Make My Heart Come All Undone

I was in San Sebastian when I took this photo.

I was in San Sebastian, with its endless beauty and tranquil charm, its plentiful pintxos and varying skies, its cute little shops that are closed for so many hours of the working day that you wonder how they stay in business until, after a day or two, you stop wondering that, you stop thinking like an American, focused on profit and how to maximize it, and start thinking more than a San Sebastian, focused on how to enjoy the life you have been given.

A few days ago, I walked across the bridge from the Old Town into Gros. Once of the first things I saw, beyond the vast and unbeautiful performing arts center, was a surf shop. “Surf San Sebastian!” encouraged a t-shirt adorned with little fishes. Sweet. Then a surfer walked past me, clad in a wet suit, carrying a surfboard. Then another surf shop. Then another surfer. I crossed the boulevard and sat on the wall by the beach, and watched the whole bay of them, out on the waves, whatever the collective noun for surfers is. Communion? A communion of surfers, paddling, leaping and falling for just a few possible moments of transcendence.

I watched them for a long time, my heart a precious thrashing thing. I have always loved surfers, which is strange for a stout ungraceful girl from the land-locked midwest. And I have always loved surf music. Dick Dale and Jan and Dean, yes, but especially the Beach Boys. Even I found this odd, in my odd adolescence.
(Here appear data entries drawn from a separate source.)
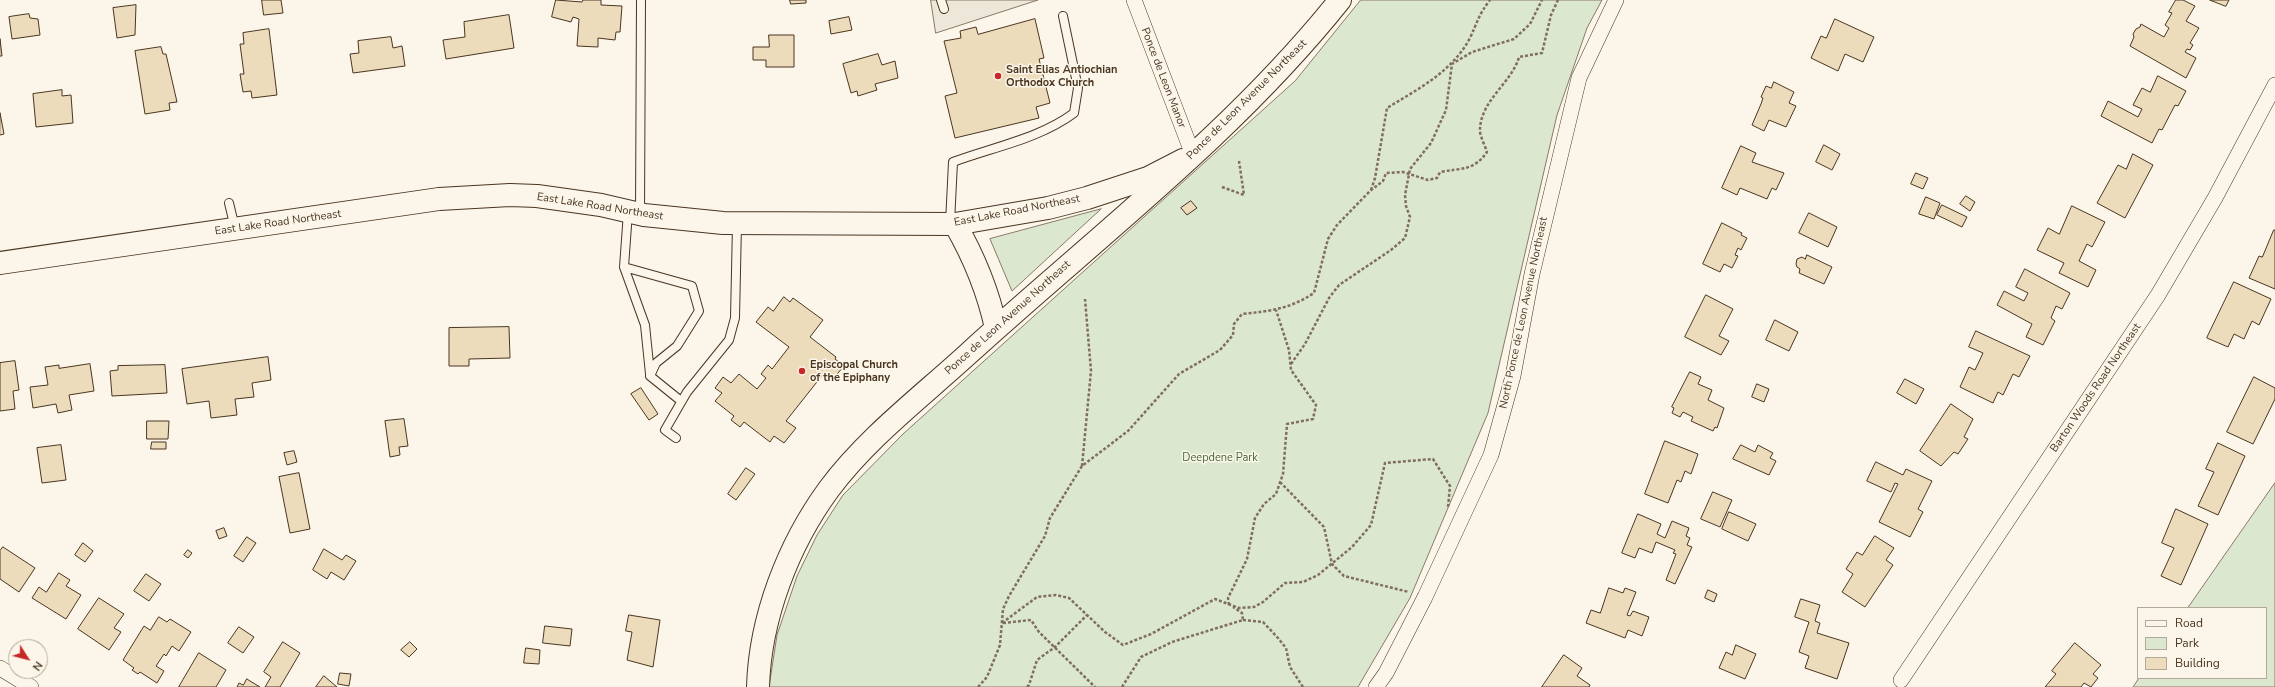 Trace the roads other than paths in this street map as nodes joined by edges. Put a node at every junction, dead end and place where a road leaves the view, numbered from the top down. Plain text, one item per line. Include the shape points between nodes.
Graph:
1 (641, 0) edge
2 (941, 0) edge
3 (1134, 0) edge
4 (1340, 0) edge
5 (1616, 0) edge
6 (944, 9) dead end
7 (1063, 16) dead end
8 (2275, 85) edge
9 (1193, 155) junction
10 (229, 203) dead end
11 (634, 213) junction
12 (738, 224) junction
13 (952, 224) junction
14 (235, 229) junction
15 (0, 263) edge
16 (624, 267) junction
17 (996, 328) junction
18 (650, 376) junction
19 (682, 401) junction
20 (676, 438) dead end
21 (0, 668) edge
22 (1901, 680) dead end
23 (31, 687) edge
24 (758, 687) edge
25 (1376, 687) edge

1 - 11 lane
2 - 6 lane
3 - 9 street, Ponce de Leon Manor
4 - 9 main road, Ponce de Leon Avenue Northeast via 1302,46
5 - 25 street, North Ponce de Leon Avenue Northeast via 1579,78 1532,274 1513,376 1491,455 1423,600 1386,673
7 - 13 lane via 1078,88 1074,113 1058,125 953,162
8 - 22 street, Barton Woods Road Northeast via 2215,198 2158,295
9 - 13 main road, East Lake Road Northeast via 1148,178 1087,198 1048,208
9 - 17 main road, Ponce de Leon Avenue Northeast
10 - 14 lane
11 - 12 main road, East Lake Road Northeast
11 - 14 main road, East Lake Road Northeast via 537,196 481,196 440,199
11 - 16 lane
12 - 13 main road, East Lake Road Northeast
12 - 19 lane via 735,318 729,340
13 - 17 main road via 972,252 990,300
14 - 15 main road, East Lake Road Northeast
16 - 18 lane via 645,325
16 - 18 lane via 692,286 699,311 677,346 656,363
17 - 24 main road, Ponce de Leon Avenue Northeast via 874,439 829,489 788,561 775,594 762,646
18 - 19 lane
19 - 20 lane via 664,430
21 - 23 street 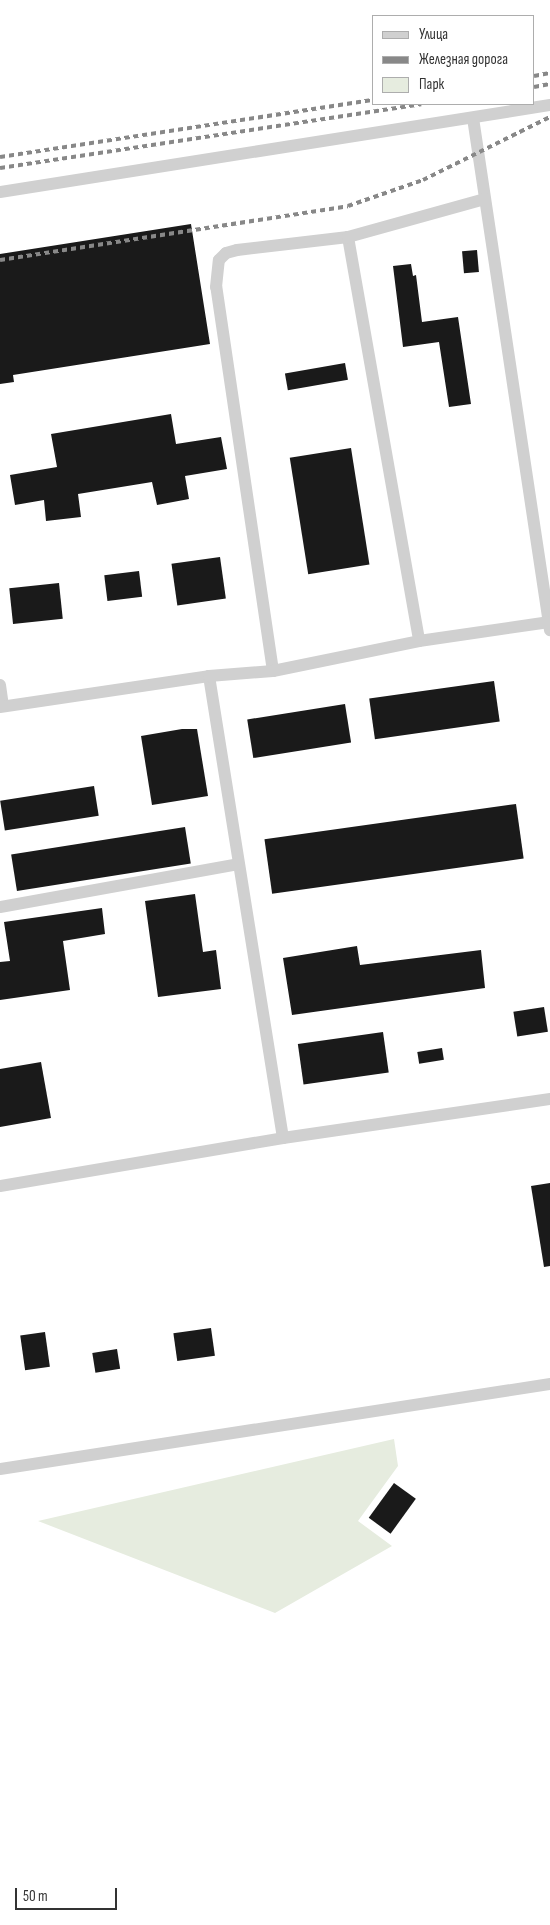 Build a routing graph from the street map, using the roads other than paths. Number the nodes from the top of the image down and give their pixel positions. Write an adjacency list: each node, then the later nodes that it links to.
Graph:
1 (550, 105): 2 (street)
2 (473, 118): 3 (street); 4 (street)
3 (0, 192)
4 (485, 199): 5 (street); 6 (street)
5 (348, 236): 7 (street); 8 (street)
6 (550, 625): 7 (street)
7 (420, 641): 8 (street)
8 (272, 671): 9 (street)
9 (209, 676): 11 (street); 12 (street)
10 (0, 685): 11 (street)
11 (1, 706)
12 (238, 864): 13 (street); 15 (street)
13 (0, 907)
14 (550, 1099): 15 (street)
15 (283, 1138): 16 (street)
16 (0, 1186)
17 (550, 1384): 18 (street)
18 (0, 1469) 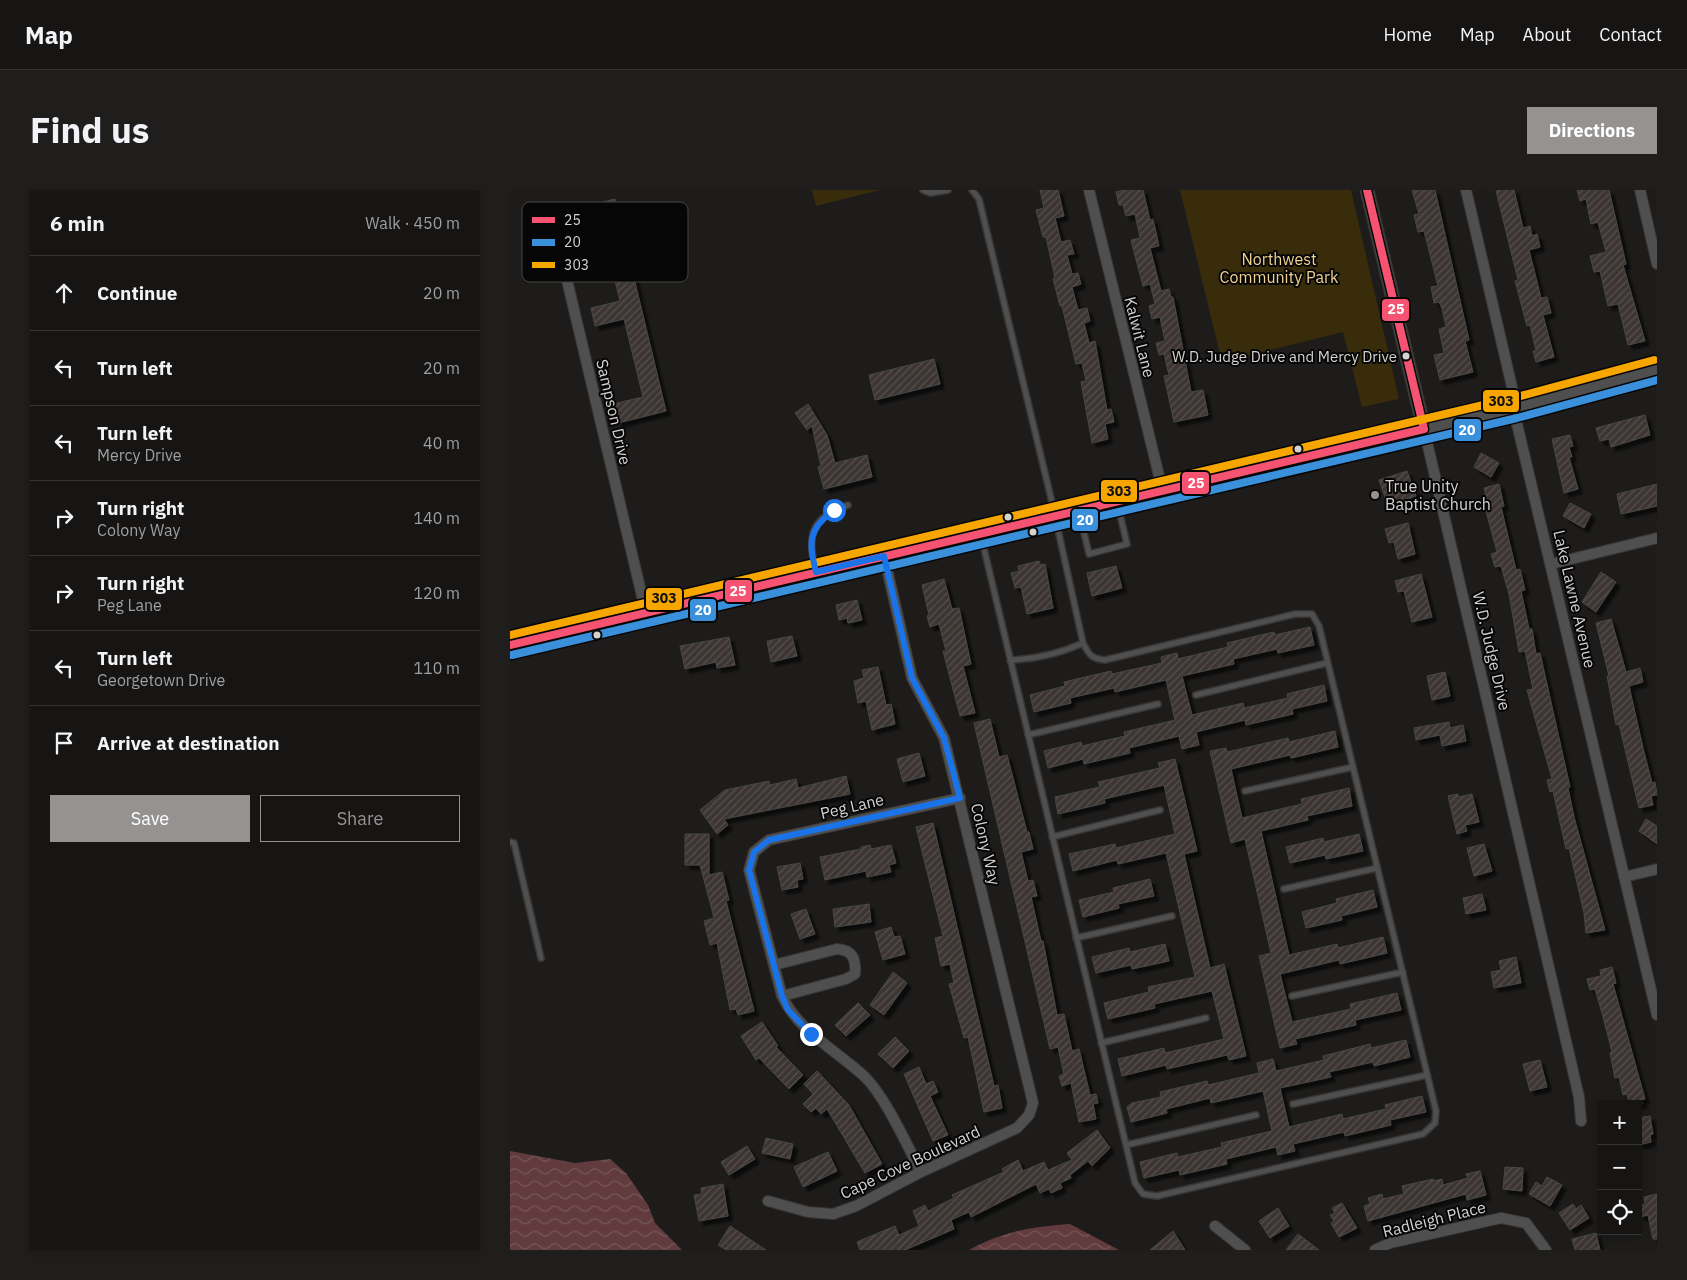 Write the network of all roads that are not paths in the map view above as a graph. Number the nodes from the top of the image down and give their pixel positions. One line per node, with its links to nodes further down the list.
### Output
1 (923, 190): 2 (lane)
2 (948, 190)
3 (972, 190): 17 (lane)
4 (1089, 190): 13 (street, Kalwit Lane)
5 (1367, 190): 12 (street, W.D. Judge Drive)
6 (1466, 190): 11 (street, Lake Lawne Avenue)
7 (1640, 190): 8 (street)
8 (1657, 264)
9 (567, 282): 23 (street, Sampson Drive)
10 (1657, 370): 11 (street)
11 (1515, 408): 12 (street); 21 (street, Lake Lawne Avenue)
12 (1424, 429): 13 (street); 55 (street, W.D. Judge Drive)
13 (1163, 492): 14 (street)
14 (1117, 502): 16 (street); 16 (lane)
15 (848, 506): 22 (lane)
16 (1078, 511): 17 (street)
17 (1054, 517): 18 (street); 24 (lane)
18 (980, 534): 20 (street); 26 (lane)
19 (1657, 538): 21 (street)
20 (884, 556): 22 (street); 33 (street, Colony Way)
21 (1551, 564): 39 (street, Lake Lawne Avenue)
22 (816, 572): 23 (street)
23 (646, 613): 25 (street)
24 (1084, 644): 26 (lane); 27 (lane)
25 (510, 646)
26 (1010, 660): 30 (lane)
27 (1328, 663): 28 (lane); 31 (lane)
28 (1196, 695)
29 (1158, 704): 30 (lane)
30 (1028, 735): 35 (lane)
31 (1353, 767): 32 (lane); 37 (lane)
32 (1245, 791)
33 (960, 798): 44 (street, Peg Lane); 53 (street, Colony Way)
34 (1160, 810): 35 (lane)
35 (1052, 837): 42 (lane)
36 (510, 842): 43 (lane)
37 (1377, 868): 40 (lane); 45 (lane)
38 (1657, 869): 39 (street)
39 (1624, 877): 48 (street, Lake Lawne Avenue)
40 (1284, 889)
41 (1172, 916): 42 (lane)
42 (1076, 938): 50 (lane)
43 (541, 958)
44 (774, 965): 46 (street); 46 (street)
45 (1402, 972): 47 (lane); 51 (lane)
46 (782, 996): 57 (street)
47 (1292, 996)
48 (1657, 1015)
49 (1206, 1018): 50 (lane)
50 (1101, 1043): 56 (lane)
51 (1427, 1074): 52 (lane); 56 (lane)
52 (1293, 1104)
53 (1029, 1115): 57 (street, Cape Cove Boulevard)
54 (1256, 1115): 56 (lane)
55 (1581, 1121)
56 (1126, 1145)
57 (921, 1172): 58 (street, Cape Cove Boulevard)
58 (768, 1200)
59 (1215, 1226): 60 (street)
60 (1245, 1250)
61 (1375, 1250): 62 (street, Radleigh Place)
62 (1546, 1250) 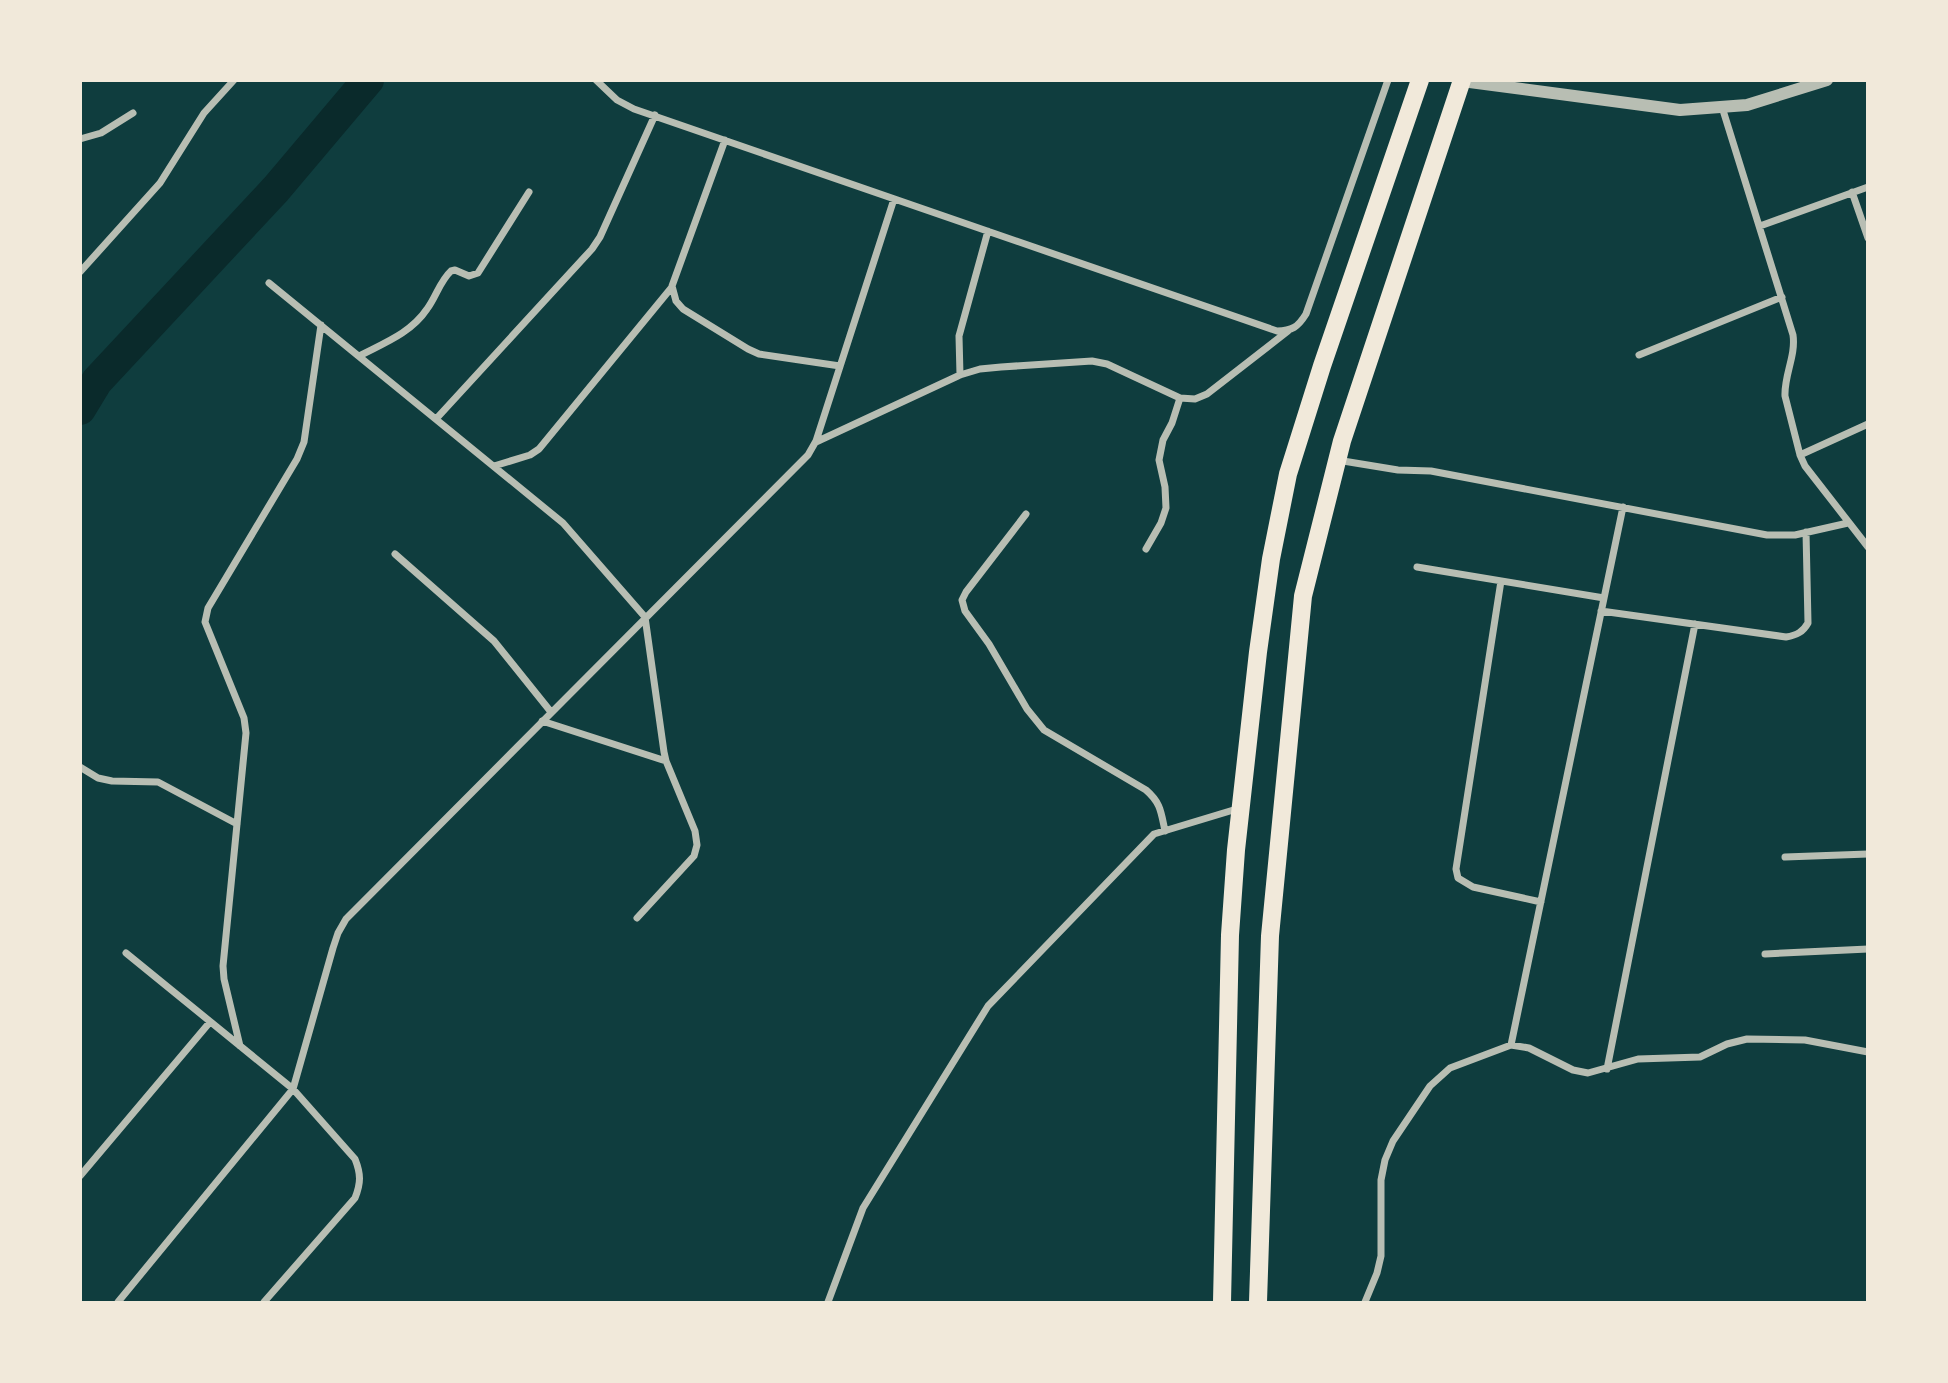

My stepsister, captain of the pompon squad, fashioned a sprightly dance routine to “Be True to Your School” for the halftime entertainment of the Kirkwood Pioneers, but I preferred the slower darkness of “In My Room” and “Surfer Girl,” which is neither a tribute nor a love song, since it mentions no actual qualities of the girl in question, but masks a darkness beneath its kind melody, like a bloodthirsty cradle-will-fall kind of lullabye: “Little surfer, little one/make my heart come all undone . . .”

Sometimes in my teenage years I would select this album, “Endless Summer” (even its title a blend of promise and threat), from my collection of Springsteen and Costello, La Traviata and Beethoven’s Ninth, and weep into the false sunshine of the hideous yellow shag carpet my stepmother had chosen to adorn the girls’ bedroom. I heard the shadow in the sunshine before Brian Wilson’s mental problems became public knowledge, before I came to terms with the fact that I would have to reckon with my own on my own, since my parents considered them little more than adolescent indulgence.

And this is as far as I got in my musings before I returned to my budget pension on the boulevard above the little glove shop that was never open, so I couldn’t buy my sister the pair of driving gloves I saw in the window. I returned to my stark room and saw the stark news.

I have been in Spain for ten days now and there have in that time been two mass shootings in the United States. This most recent slaughter of children is covered differently here. There is no braying about the right to bear arms, no hypocritical clucking over “mental health,” no admonishments not to “politicize this tragedy” for those whose politics help these tragedies to occur, but no weepy hand-wringing, either. The latest news from the Estados Unidos is presented at most with a raised eyebrow, but in a straightforward manner, the footage shown between footage of the war in Ukraine and some incident in Brazil, the latest development from another country of violence.